Records from a dataset:
══════
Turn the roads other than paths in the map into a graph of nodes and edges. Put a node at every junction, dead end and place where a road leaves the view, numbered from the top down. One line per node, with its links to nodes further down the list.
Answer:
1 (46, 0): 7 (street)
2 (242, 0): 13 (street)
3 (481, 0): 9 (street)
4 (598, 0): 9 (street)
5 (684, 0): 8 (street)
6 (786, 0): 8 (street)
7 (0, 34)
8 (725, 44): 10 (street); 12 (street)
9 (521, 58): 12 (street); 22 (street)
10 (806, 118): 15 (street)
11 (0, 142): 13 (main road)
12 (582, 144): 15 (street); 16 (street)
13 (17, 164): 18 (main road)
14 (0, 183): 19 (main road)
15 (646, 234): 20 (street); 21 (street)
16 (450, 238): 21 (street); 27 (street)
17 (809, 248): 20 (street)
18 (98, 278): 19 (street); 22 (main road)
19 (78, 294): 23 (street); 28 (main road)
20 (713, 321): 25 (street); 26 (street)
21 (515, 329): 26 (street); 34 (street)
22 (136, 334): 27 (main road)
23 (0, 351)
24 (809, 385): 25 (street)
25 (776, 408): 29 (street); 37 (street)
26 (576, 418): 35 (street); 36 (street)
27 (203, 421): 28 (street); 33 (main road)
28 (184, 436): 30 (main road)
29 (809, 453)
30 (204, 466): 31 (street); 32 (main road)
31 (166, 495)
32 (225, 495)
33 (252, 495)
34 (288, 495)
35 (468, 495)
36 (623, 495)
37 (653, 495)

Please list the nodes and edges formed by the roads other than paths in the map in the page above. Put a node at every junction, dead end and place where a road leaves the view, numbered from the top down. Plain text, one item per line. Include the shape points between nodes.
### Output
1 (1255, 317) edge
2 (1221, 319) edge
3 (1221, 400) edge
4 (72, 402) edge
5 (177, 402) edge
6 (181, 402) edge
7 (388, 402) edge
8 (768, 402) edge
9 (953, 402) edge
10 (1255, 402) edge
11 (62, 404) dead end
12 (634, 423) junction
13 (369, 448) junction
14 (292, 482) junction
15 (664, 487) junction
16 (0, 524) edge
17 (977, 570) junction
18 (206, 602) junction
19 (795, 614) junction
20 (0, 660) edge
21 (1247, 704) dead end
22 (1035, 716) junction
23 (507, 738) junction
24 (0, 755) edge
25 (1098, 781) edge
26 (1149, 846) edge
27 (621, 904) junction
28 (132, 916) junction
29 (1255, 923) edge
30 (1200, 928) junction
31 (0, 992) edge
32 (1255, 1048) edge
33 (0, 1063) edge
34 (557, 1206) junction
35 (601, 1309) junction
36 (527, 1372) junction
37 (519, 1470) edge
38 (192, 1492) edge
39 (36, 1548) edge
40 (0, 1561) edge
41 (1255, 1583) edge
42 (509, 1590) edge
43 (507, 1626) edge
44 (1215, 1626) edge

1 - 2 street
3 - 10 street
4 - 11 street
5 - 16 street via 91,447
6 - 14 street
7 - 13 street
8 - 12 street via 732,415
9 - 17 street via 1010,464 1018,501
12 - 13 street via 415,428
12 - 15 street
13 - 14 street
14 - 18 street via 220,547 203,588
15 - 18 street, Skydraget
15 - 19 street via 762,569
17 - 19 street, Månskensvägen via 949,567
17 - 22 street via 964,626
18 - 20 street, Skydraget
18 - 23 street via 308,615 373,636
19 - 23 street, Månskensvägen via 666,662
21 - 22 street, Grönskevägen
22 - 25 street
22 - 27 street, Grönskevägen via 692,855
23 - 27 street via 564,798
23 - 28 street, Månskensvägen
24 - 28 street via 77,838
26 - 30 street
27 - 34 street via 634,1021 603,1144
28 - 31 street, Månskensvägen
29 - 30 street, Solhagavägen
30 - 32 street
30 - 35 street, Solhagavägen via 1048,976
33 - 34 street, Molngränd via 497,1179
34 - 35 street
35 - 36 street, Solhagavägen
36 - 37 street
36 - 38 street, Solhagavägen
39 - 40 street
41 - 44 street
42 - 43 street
══════
*Your goal*
Tally the lines above that contain the word "every", and reply with only the number.

*Exercise answer*
2